GOAL OF THE EXERCISE —
Return, word for word, the line containing "<!-- service labels -->" and every line after it through the last line of the records below.

SUPPLIED RECORDS —
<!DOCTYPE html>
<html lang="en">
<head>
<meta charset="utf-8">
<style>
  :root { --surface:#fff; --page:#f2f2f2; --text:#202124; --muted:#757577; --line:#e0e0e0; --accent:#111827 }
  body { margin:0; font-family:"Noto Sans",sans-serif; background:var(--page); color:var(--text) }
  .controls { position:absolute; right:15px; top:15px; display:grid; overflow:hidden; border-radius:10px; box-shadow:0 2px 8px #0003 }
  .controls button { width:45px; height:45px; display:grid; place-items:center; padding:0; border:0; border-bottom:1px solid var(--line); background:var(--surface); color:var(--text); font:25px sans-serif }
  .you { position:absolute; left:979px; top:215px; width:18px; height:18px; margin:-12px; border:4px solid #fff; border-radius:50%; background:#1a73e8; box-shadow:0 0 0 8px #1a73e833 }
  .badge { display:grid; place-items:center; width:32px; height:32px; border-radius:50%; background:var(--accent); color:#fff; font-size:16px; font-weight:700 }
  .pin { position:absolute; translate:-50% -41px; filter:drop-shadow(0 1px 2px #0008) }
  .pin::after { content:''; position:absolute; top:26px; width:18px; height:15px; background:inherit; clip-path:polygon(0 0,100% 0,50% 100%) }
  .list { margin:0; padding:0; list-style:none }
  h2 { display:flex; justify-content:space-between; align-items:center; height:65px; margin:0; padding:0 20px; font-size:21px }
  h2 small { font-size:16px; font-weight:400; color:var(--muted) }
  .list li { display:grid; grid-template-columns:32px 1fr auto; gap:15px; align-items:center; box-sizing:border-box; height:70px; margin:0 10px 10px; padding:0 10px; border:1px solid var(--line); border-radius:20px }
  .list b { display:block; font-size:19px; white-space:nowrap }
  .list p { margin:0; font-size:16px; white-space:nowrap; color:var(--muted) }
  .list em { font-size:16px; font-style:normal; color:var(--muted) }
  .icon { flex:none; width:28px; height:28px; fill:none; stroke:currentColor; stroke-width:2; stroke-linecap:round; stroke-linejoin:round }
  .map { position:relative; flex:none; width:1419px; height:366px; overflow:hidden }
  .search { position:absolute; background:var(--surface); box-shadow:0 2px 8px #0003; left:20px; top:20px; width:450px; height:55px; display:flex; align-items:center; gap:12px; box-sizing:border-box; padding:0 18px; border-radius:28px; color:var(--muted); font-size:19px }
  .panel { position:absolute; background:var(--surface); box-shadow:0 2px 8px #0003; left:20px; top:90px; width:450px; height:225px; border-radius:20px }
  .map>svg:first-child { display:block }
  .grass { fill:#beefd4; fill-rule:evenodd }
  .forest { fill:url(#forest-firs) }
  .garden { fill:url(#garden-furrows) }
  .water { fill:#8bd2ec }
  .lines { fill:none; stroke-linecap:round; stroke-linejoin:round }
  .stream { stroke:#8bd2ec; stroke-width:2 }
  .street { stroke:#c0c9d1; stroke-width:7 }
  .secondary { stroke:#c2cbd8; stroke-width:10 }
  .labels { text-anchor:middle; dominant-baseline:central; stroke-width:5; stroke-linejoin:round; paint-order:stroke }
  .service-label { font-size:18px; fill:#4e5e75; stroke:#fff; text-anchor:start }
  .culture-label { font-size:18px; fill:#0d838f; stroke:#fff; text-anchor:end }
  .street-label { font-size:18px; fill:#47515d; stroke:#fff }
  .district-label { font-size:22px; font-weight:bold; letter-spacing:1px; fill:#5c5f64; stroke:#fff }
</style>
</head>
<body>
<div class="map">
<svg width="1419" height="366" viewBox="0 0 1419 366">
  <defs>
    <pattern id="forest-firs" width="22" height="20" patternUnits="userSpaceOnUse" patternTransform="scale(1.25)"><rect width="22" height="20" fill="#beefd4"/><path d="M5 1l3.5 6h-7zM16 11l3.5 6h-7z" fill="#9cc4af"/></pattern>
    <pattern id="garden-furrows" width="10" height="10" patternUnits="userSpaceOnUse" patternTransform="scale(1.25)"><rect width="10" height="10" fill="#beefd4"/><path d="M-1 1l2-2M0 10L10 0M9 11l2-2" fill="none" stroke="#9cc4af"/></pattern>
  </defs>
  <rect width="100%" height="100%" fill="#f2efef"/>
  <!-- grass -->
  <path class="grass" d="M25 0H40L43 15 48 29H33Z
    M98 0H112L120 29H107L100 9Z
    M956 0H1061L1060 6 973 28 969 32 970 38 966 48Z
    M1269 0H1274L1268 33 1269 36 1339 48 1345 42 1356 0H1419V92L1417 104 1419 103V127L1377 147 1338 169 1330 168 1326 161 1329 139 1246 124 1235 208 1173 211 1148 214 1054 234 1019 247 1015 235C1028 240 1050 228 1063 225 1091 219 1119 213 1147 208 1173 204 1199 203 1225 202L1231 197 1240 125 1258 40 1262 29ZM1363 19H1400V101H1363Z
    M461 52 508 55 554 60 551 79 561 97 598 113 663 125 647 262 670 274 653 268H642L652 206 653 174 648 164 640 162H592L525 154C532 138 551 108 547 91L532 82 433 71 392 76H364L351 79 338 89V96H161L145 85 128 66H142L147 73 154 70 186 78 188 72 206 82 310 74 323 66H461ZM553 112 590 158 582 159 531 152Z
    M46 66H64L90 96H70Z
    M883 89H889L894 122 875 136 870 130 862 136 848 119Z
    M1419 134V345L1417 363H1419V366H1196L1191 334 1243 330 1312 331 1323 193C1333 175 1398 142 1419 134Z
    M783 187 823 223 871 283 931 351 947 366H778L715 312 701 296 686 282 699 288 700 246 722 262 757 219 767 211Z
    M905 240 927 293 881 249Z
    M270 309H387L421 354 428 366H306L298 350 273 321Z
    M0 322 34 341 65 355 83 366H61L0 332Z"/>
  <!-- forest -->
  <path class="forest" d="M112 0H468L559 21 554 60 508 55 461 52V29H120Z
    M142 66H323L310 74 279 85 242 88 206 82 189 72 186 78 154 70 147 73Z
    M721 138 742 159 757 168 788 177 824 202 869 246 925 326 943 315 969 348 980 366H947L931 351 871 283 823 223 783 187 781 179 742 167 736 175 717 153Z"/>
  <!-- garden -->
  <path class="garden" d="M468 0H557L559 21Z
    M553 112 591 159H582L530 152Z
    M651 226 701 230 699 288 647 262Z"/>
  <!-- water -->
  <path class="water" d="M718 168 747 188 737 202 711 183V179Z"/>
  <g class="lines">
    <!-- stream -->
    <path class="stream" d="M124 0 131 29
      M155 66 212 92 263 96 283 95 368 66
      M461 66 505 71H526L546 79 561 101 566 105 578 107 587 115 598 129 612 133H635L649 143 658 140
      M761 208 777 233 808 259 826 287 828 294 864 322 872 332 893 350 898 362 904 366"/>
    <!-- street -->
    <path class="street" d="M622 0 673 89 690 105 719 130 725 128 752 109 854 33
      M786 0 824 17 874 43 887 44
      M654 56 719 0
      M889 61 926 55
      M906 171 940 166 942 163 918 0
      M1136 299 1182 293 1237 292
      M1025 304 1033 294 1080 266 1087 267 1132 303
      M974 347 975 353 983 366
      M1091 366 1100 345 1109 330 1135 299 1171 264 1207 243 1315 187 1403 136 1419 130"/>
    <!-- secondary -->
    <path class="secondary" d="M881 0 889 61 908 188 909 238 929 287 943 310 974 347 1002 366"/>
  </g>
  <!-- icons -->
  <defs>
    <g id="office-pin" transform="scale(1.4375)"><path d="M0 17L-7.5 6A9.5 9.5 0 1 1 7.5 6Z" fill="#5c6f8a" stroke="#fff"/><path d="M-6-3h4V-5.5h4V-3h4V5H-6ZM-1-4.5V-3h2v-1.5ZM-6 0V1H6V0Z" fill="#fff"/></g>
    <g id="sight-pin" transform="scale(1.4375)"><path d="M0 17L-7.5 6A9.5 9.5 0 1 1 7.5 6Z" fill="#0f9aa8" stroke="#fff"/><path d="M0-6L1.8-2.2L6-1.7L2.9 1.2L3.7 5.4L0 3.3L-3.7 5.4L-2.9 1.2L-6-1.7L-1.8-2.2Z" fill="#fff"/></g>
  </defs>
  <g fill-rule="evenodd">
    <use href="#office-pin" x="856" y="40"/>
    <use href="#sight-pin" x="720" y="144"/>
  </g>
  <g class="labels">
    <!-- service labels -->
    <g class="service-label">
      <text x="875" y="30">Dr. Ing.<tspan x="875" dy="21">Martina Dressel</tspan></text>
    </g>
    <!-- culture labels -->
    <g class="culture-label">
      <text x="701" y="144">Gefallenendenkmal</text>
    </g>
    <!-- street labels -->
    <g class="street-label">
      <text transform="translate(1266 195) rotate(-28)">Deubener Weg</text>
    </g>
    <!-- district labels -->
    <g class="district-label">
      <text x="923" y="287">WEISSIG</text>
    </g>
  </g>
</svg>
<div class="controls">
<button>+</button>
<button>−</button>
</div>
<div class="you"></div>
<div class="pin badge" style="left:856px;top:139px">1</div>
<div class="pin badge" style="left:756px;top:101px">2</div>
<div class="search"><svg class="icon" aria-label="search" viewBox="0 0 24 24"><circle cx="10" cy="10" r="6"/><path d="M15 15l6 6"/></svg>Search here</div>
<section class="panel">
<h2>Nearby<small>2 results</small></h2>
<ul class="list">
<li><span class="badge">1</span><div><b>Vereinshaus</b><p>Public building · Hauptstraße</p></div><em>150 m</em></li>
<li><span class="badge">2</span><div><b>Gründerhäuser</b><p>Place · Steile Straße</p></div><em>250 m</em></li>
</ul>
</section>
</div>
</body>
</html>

TASK RESPONSE —
    <!-- service labels -->
    <g class="service-label">
      <text x="875" y="30">Dr. Ing.<tspan x="875" dy="21">Martina Dressel</tspan></text>
    </g>
    <!-- culture labels -->
    <g class="culture-label">
      <text x="701" y="144">Gefallenendenkmal</text>
    </g>
    <!-- street labels -->
    <g class="street-label">
      <text transform="translate(1266 195) rotate(-28)">Deubener Weg</text>
    </g>
    <!-- district labels -->
    <g class="district-label">
      <text x="923" y="287">WEISSIG</text>
    </g>
  </g>
</svg>
<div class="controls">
<button>+</button>
<button>−</button>
</div>
<div class="you"></div>
<div class="pin badge" style="left:856px;top:139px">1</div>
<div class="pin badge" style="left:756px;top:101px">2</div>
<div class="search"><svg class="icon" aria-label="search" viewBox="0 0 24 24"><circle cx="10" cy="10" r="6"/><path d="M15 15l6 6"/></svg>Search here</div>
<section class="panel">
<h2>Nearby<small>2 results</small></h2>
<ul class="list">
<li><span class="badge">1</span><div><b>Vereinshaus</b><p>Public building · Hauptstraße</p></div><em>150 m</em></li>
<li><span class="badge">2</span><div><b>Gründerhäuser</b><p>Place · Steile Straße</p></div><em>250 m</em></li>
</ul>
</section>
</div>
</body>
</html>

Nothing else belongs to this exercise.